Tratamento de emergencia

Mesmo com esses ajustes, a Oitava Emenda às vezes restringiu a capacidade dos profissionais médicos de oferecer aos pacientes cuidados que salvam vidas durante uma emergência relacionada à gravidez.

Em 2012, Savita Halappanavar, 31 anos e 17 semanas de gravidez, foi para um hospital em Galway, na Irlanda. Os médicos lá determinaram que ela estava tendo um aborto espontâneo. No entanto, porque o feto ainda tinha um batimento cardíaco detectável, foi protegido pela Oitava Emenda. Os médicos não puderam intervir – em termos legais, acabando com sua vida – nem mesmo para salvar a mãe. Então ela foi internada no hospital para tratamento da dor enquanto aguardava o aborto para progredir naturalmente.

Ao longo de três dias, como sua dor aumentou e os sinais de infecção cresceram, ela e o marido implorou aos funcionários do hospital interromper a gravidez por causa do risco para a saúde. O pedido foi negado porque o feto ainda tinha batimentos cardíacos.

Quando o batimento cardíaco fetal não pôde mais ser detectado, Halappanavar desenvolveu um infecção maciça em seu útero, o qual se espalhou para o sangue dela. Depois de sofrer falência de órgãos e quatro dias em terapia intensiva, ela morreu.

Esta provavelmente não foi a única vez que alguém sofreu, ou mesmo morreu, como resultado de ter negado o aborto na Irlanda. Mas a publicidade em torno do caso provocou uma nova onda de ativismo com o objetivo de revogar a Oitava Emenda. Em 2013, o Lei de Proteção à Vida Durante a Gravidez foi assinado em lei, que não revogou totalmente a Oitava Emenda, mas legalizou abortos que protegeriam a vida da mãe.

Estima-se que cerca de 170,000 pessoas viajou da Irlanda para buscar um aborto legal entre 1980 e 2018.
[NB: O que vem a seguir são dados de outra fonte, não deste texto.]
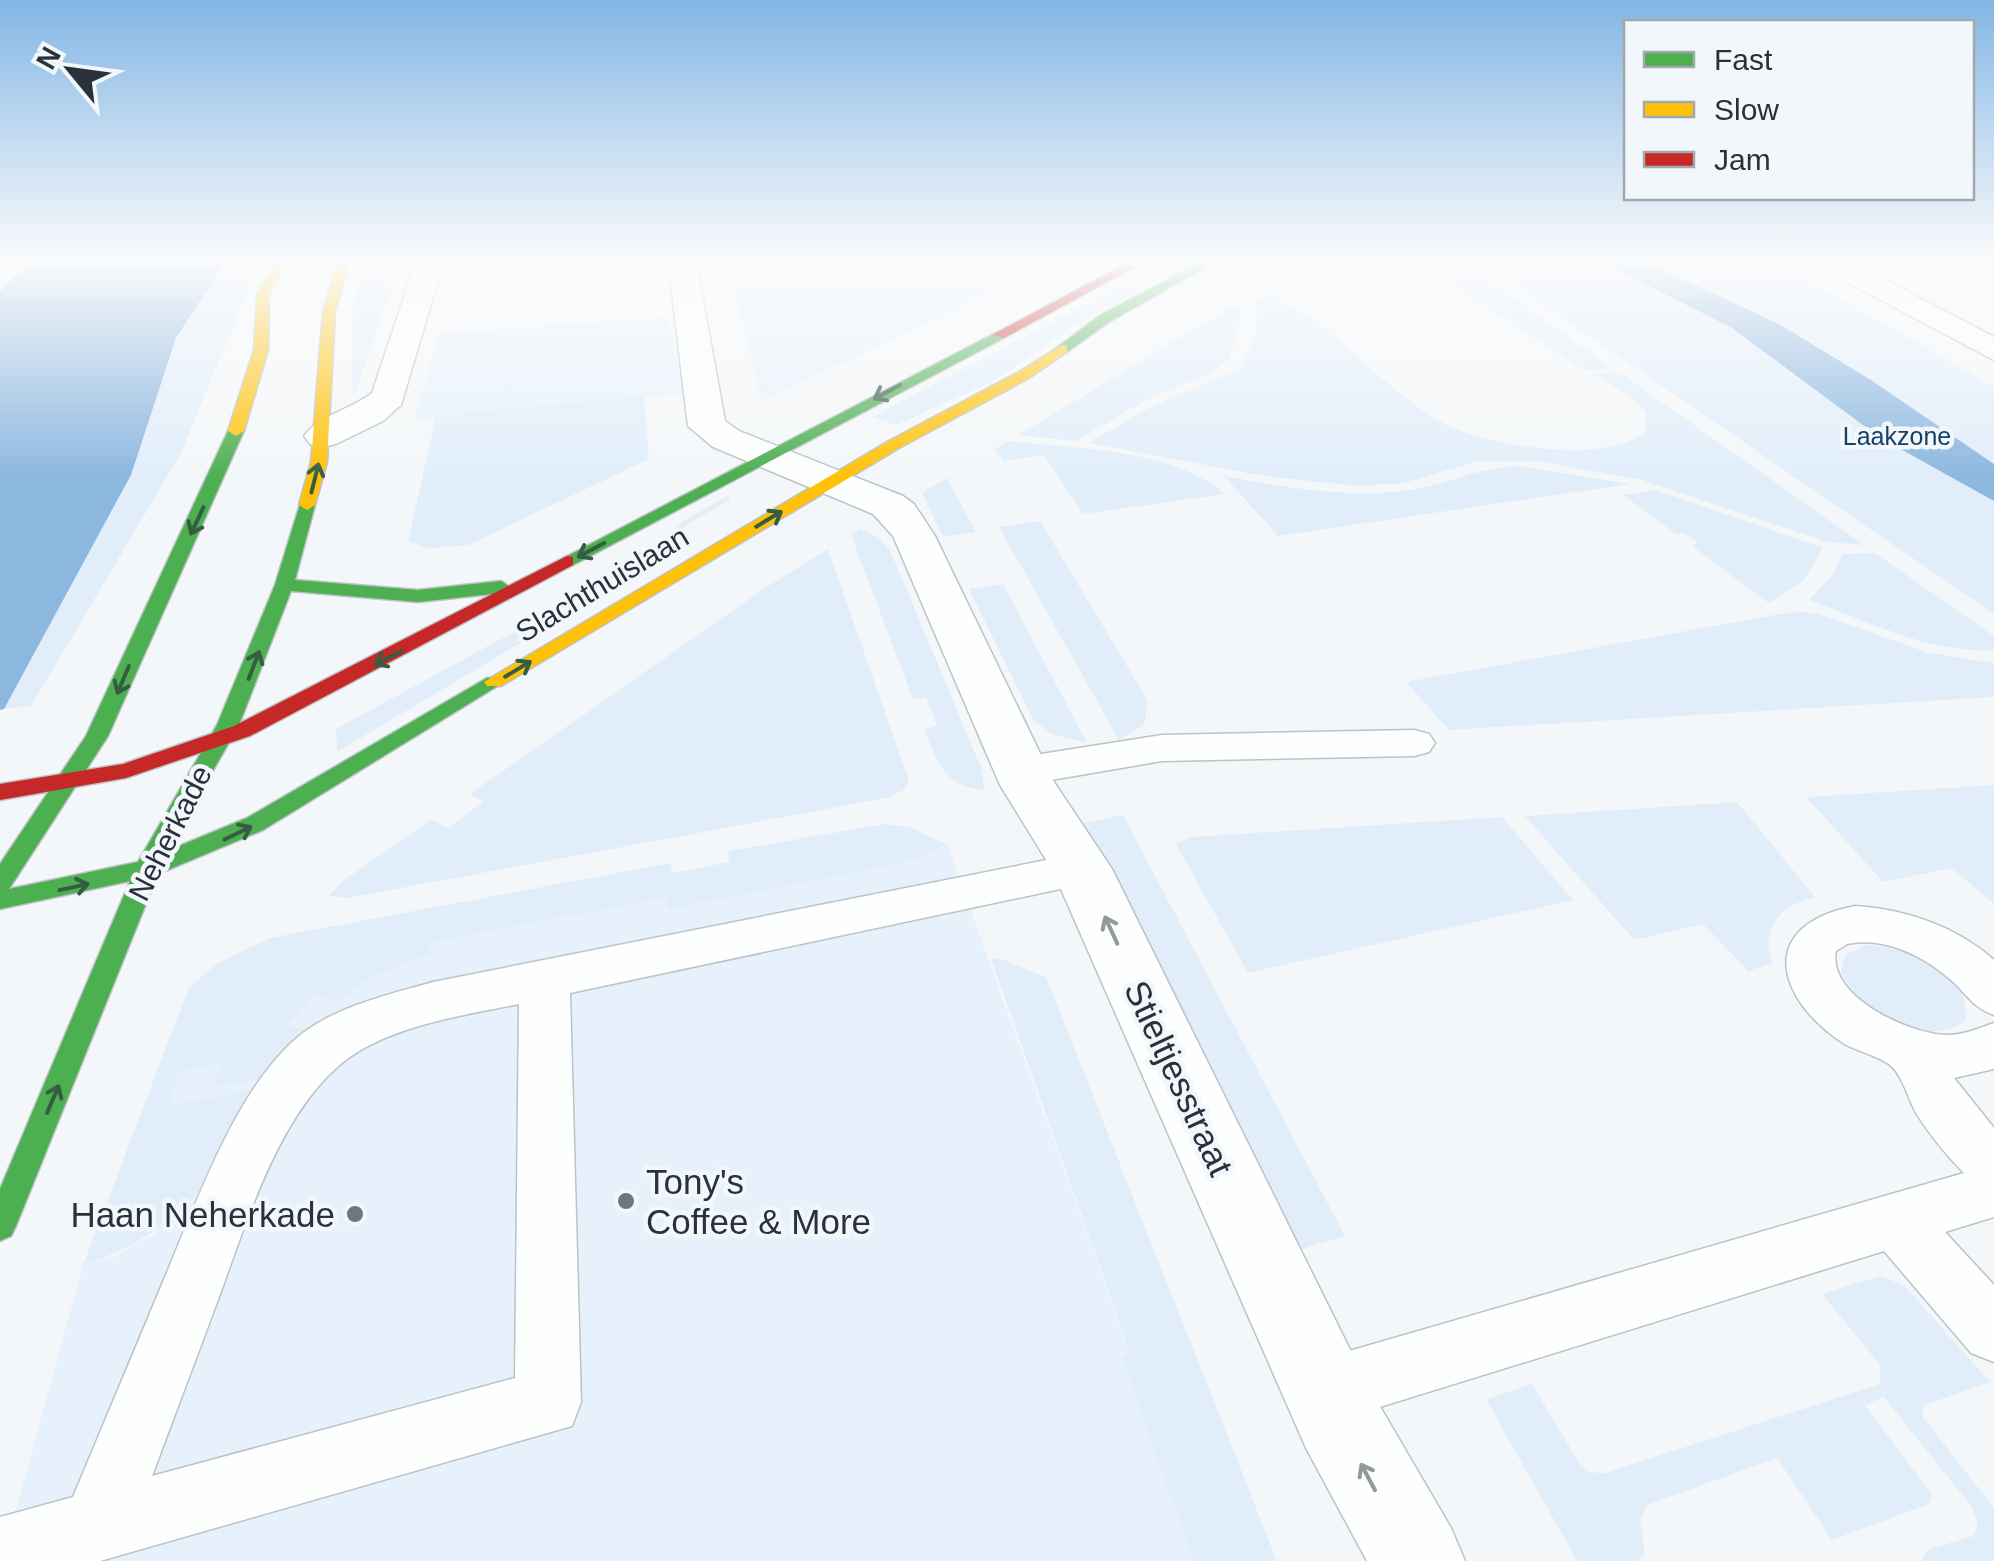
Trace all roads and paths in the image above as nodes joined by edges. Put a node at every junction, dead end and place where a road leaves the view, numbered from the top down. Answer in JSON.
{"nodes":[{"id":1,"x":261,"y":334,"type":"edge"},
{"id":2,"x":327,"y":334,"type":"edge"},
{"id":3,"x":407,"y":334,"type":"edge"},
{"id":4,"x":692,"y":334,"type":"edge"},
{"id":5,"x":1002,"y":334,"type":"edge"},
{"id":6,"x":1082,"y":334,"type":"edge"},
{"id":7,"x":323,"y":436,"type":"junction"},
{"id":8,"x":767,"y":456,"type":"junction"},
{"id":9,"x":832,"y":481,"type":"junction"},
{"id":10,"x":528,"y":584,"type":"junction"},
{"id":11,"x":284,"y":585,"type":"junction"},
{"id":12,"x":218,"y":741,"type":"junction"},
{"id":13,"x":1414,"y":743,"type":"dead end"},
{"id":14,"x":1022,"y":771,"type":"junction"},
{"id":15,"x":68,"y":782,"type":"junction"},
{"id":16,"x":0,"y":792,"type":"edge"},
{"id":17,"x":1082,"y":868,"type":"junction"},
{"id":18,"x":147,"y":869,"type":"junction"},
{"id":19,"x":0,"y":884,"type":"edge"},
{"id":20,"x":0,"y":900,"type":"edge"},
{"id":21,"x":544,"y":979,"type":"junction"},
{"id":22,"x":1994,"y":996,"type":"edge"},
{"id":23,"x":1994,"y":1044,"type":"edge"},
{"id":24,"x":1913,"y":1052,"type":"junction"},
{"id":25,"x":1994,"y":1166,"type":"edge"},
{"id":26,"x":1994,"y":1192,"type":"edge"},
{"id":27,"x":1895,"y":1220,"type":"junction"},
{"id":28,"x":0,"y":1226,"type":"edge"},
{"id":29,"x":1994,"y":1331,"type":"edge"},
{"id":30,"x":1325,"y":1391,"type":"junction"},
{"id":31,"x":97,"y":1526,"type":"junction"},
{"id":32,"x":0,"y":1553,"type":"edge"},
{"id":33,"x":1418,"y":1561,"type":"edge"}],
"edges":[{"from":1,"to":15,"type":"main road","one_way":true},
{"from":2,"to":7,"type":"main road","name":"Neherkade"},
{"from":3,"to":7,"type":"street"},
{"from":4,"to":8,"type":"street","name":"Stieltjesstraat"},
{"from":5,"to":8,"type":"main road","name":"Slachthuislaan","one_way":true},
{"from":6,"to":9,"type":"main road","name":"Slachthuislaan"},
{"from":11,"to":7,"type":"main road","name":"Neherkade","one_way":true},
{"from":8,"to":9,"type":"street","name":"Stieltjesstraat"},
{"from":8,"to":10,"type":"main road","name":"Slachthuislaan","one_way":true},
{"from":9,"to":14,"type":"street","name":"Stieltjesstraat"},
{"from":18,"to":9,"type":"main road","name":"Slachthuislaan","one_way":true},
{"from":10,"to":11,"type":"main road"},
{"from":10,"to":12,"type":"main road","name":"Slachthuislaan","one_way":true},
{"from":12,"to":11,"type":"main road","name":"Neherkade","one_way":true},
{"from":12,"to":15,"type":"main road","name":"Slachthuislaan"},
{"from":12,"to":18,"type":"main road","name":"Neherkade"},
{"from":13,"to":14,"type":"lane"},
{"from":14,"to":17,"type":"street","name":"Stieltjesstraat"},
{"from":15,"to":16,"type":"main road","name":"Slachthuislaan"},
{"from":15,"to":19,"type":"main road"},
{"from":17,"to":21,"type":"lane"},
{"from":30,"to":17,"type":"street","name":"Stieltjesstraat","one_way":true},
{"from":20,"to":18,"type":"main road","name":"Slachthuislaan","one_way":true},
{"from":28,"to":18,"type":"main road","name":"Neherkade","one_way":true},
{"from":21,"to":31,"type":"lane"},
{"from":21,"to":31,"type":"lane"},
{"from":22,"to":24,"type":"lane"},
{"from":23,"to":24,"type":"lane"},
{"from":24,"to":25,"type":"lane"},
{"from":26,"to":27,"type":"lane"},
{"from":27,"to":29,"type":"lane"},
{"from":27,"to":30,"type":"lane"},
{"from":33,"to":30,"type":"street","name":"Stieltjesstraat","one_way":true},
{"from":31,"to":32,"type":"lane"}]}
Em 2018, um referendo que revogou a Oitava Emenda passou esmagadoramente por uma margem de 66% a 34%. Como resultado da revogação, abortos legais agora são permitidos durante o primeiro trimestre, com custos coberto pelo serviço público de saúde.

Situação semelhante nos EUA

Como professor de serviço social que pesquisa sobre saúde reprodutiva, vejo muitos paralelos entre o que aconteceu na Irlanda entre 1983 e 2018 e a atual situação dos EUA.
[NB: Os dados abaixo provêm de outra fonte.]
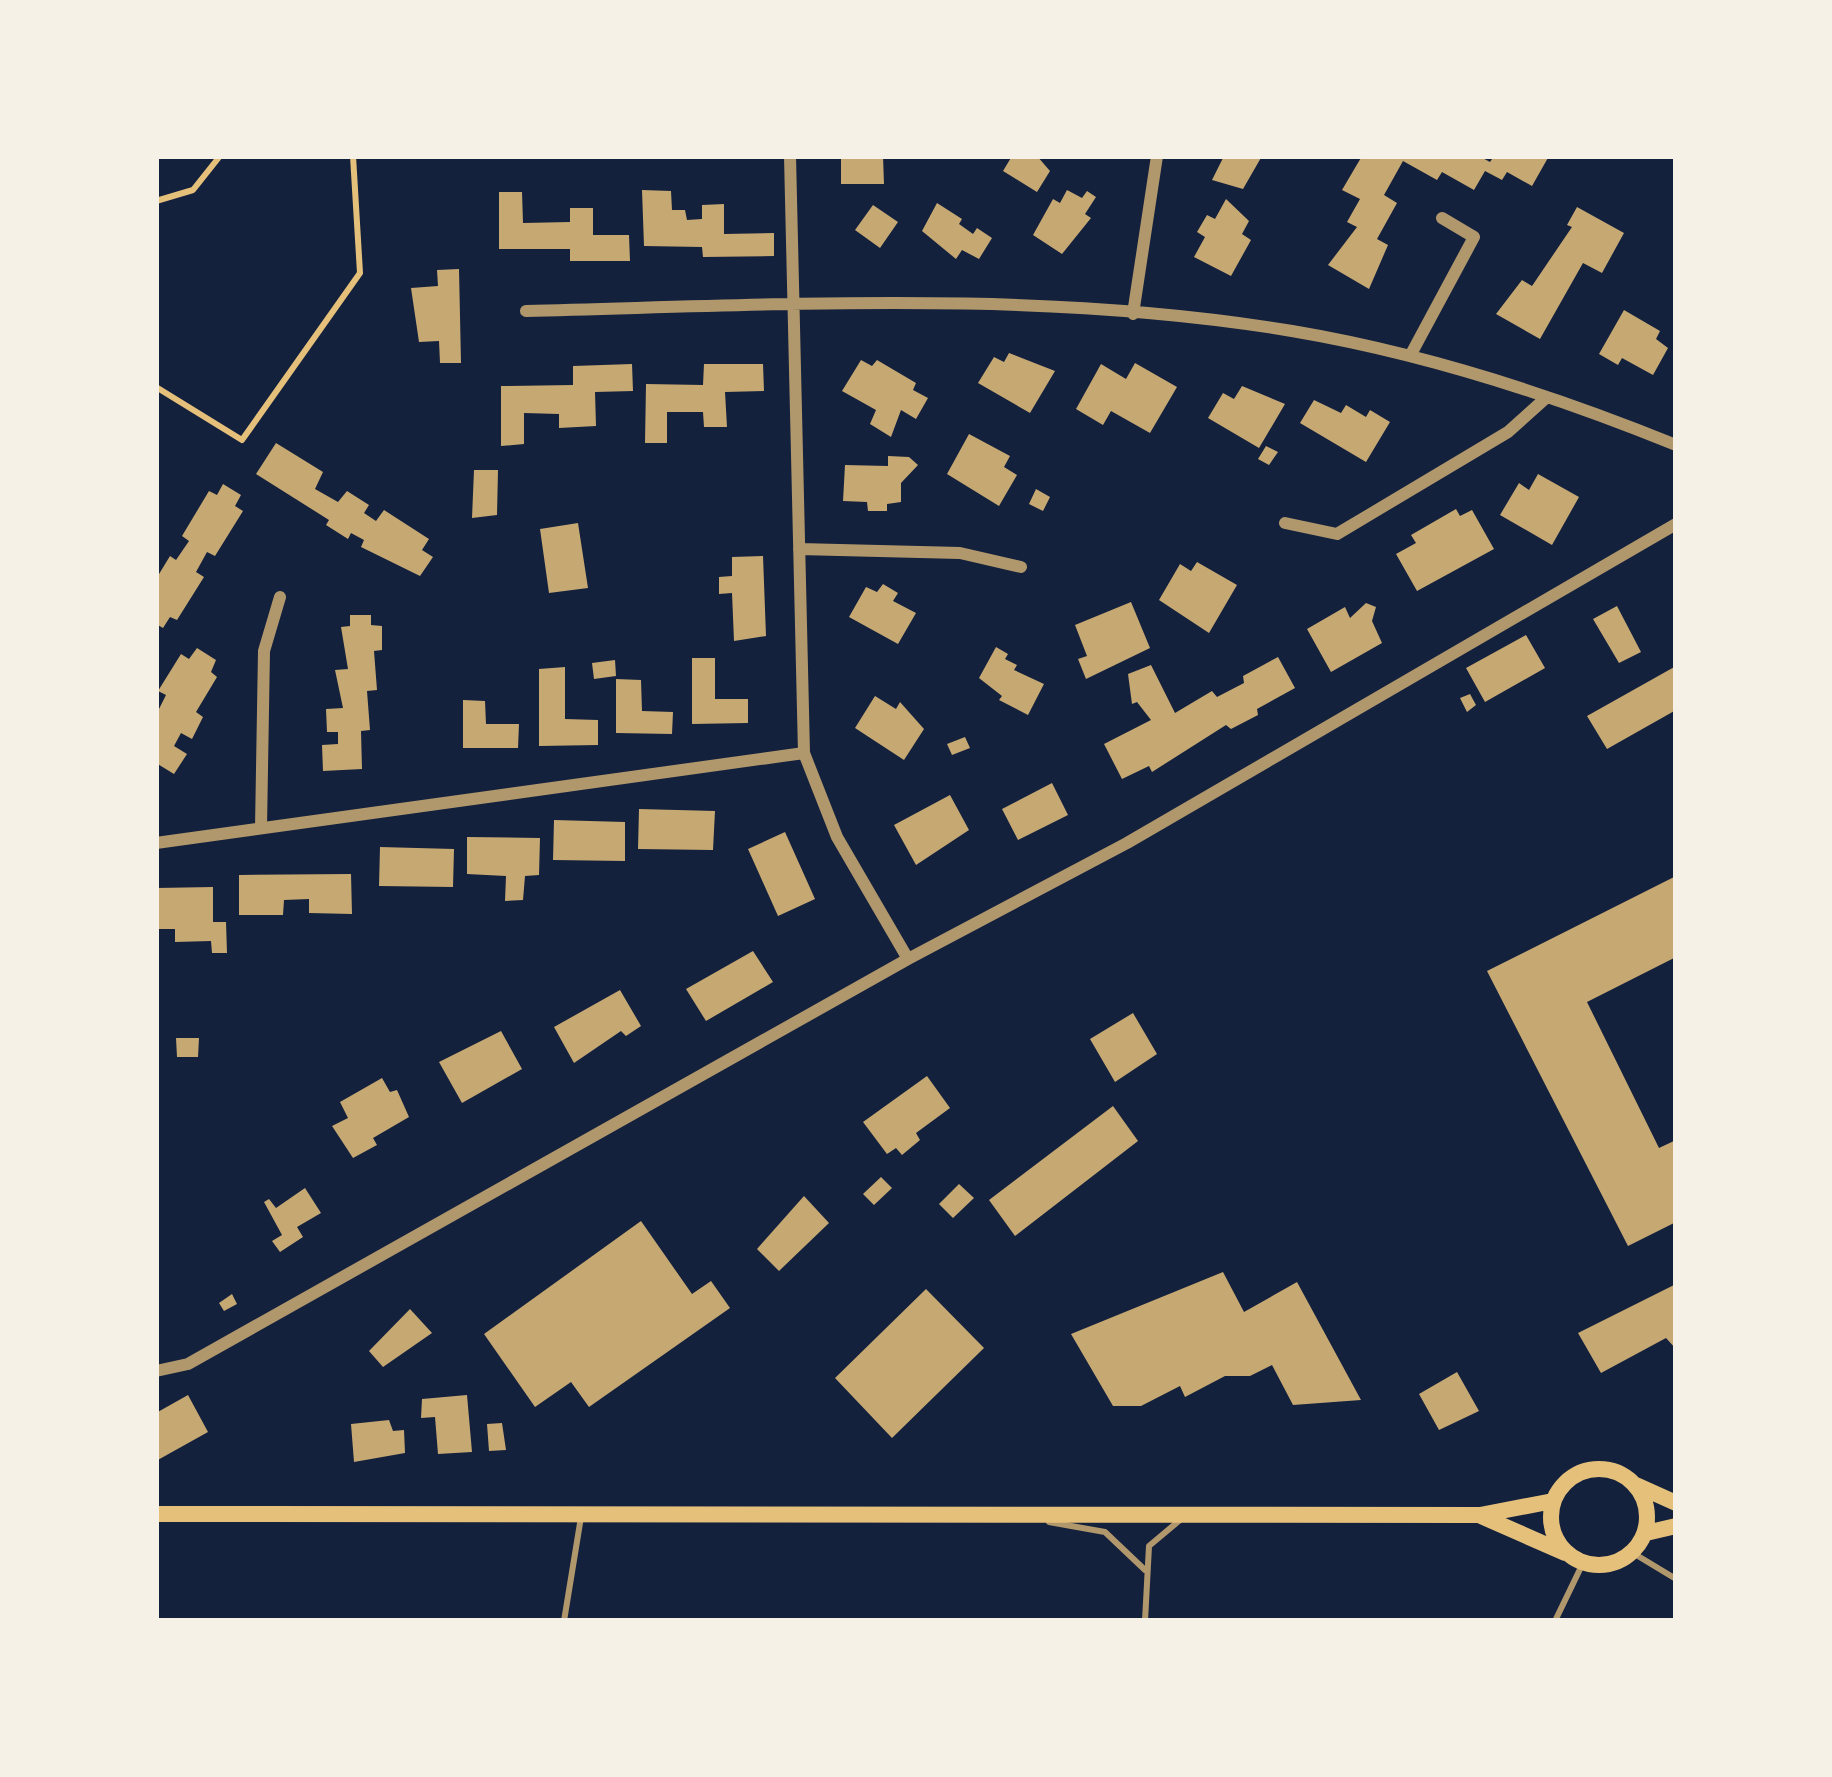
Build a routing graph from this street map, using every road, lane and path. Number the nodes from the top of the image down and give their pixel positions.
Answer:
1 (220, 156) edge
2 (353, 156) edge
3 (790, 156) edge
4 (1157, 156) edge
5 (156, 201) edge
6 (1442, 218) dead end
7 (792, 304) junction
8 (526, 311) dead end
9 (1133, 314) junction
10 (1410, 356) junction
11 (156, 387) edge
12 (1546, 397) junction
13 (1676, 446) edge
14 (1285, 523) dead end
15 (1676, 524) edge
16 (800, 549) junction
17 (1021, 567) dead end
18 (280, 597) dead end
19 (804, 753) junction
20 (261, 828) junction
21 (156, 843) edge
22 (908, 959) junction
23 (156, 1371) edge
24 (1636, 1485) junction
25 (1553, 1501) junction
26 (1676, 1503) edge
27 (156, 1514) edge
28 (582, 1514) junction
29 (1004, 1514) junction
30 (1192, 1514) junction
31 (1480, 1515) junction
32 (1676, 1526) edge
33 (1646, 1533) junction
34 (1565, 1552) junction
35 (1633, 1553) junction
36 (1583, 1563) junction
37 (1145, 1570) junction
38 (1676, 1579) edge
39 (564, 1621) edge
40 (1145, 1621) edge
41 (1555, 1621) edge

1 - 5 path
2 - 11 path
3 - 7 street
4 - 9 street
6 - 10 street
7 - 8 street
7 - 9 street
7 - 16 street
9 - 10 street
10 - 12 street
12 - 13 street
12 - 14 street
15 - 22 street
16 - 17 street
16 - 19 street
18 - 20 street
19 - 20 street
19 - 22 street
20 - 21 street
22 - 23 street
24 - 25 main road
24 - 26 main road
24 - 33 main road
25 - 31 main road
25 - 34 main road
27 - 28 main road
28 - 29 main road
28 - 39 lane
29 - 30 main road
29 - 37 lane
30 - 31 main road
30 - 37 lane
31 - 34 main road
32 - 33 main road
33 - 35 main road
34 - 36 main road
35 - 36 main road
35 - 38 lane
36 - 41 lane
37 - 40 lane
As pessoas nos EUA são já viajando longas distâncias, muitas vezes para outros estados, de maneira semelhante à trilha irlandesa do aborto.

Tanto nos EUA quanto na Irlanda, as pessoas que precisam de ajuda para pagar por abortos são principalmente pessoas solteiras na faixa dos 20 anos que já têm em média dois filhos, segundo pesquisa que fiz com alguns fundos de aborto, que são organizações de caridade que ajudam as pessoas a cobrir despesas de aborto muitas vezes inacessíveis.

Ao contrário dos Estados Unidos, a Irlanda é afastando do controle político sobre a vida privada. Se Roe for revertido e o aborto for criminalizado em grande parte dos EUA, as grávidas podem enfrentar décadas de gravidez forçada, sofrimento e até morte – como foi o caso na Irlanda antes de 2018.A Conversação

Sobre o autor

Gretchen E. Ely, Professor de Serviço Social e Ph.D. Diretor de programa, Universidade do Tennessee

Este artigo foi republicado a partir de A Conversação sob uma licença Creative Commons. Leia o artigo original.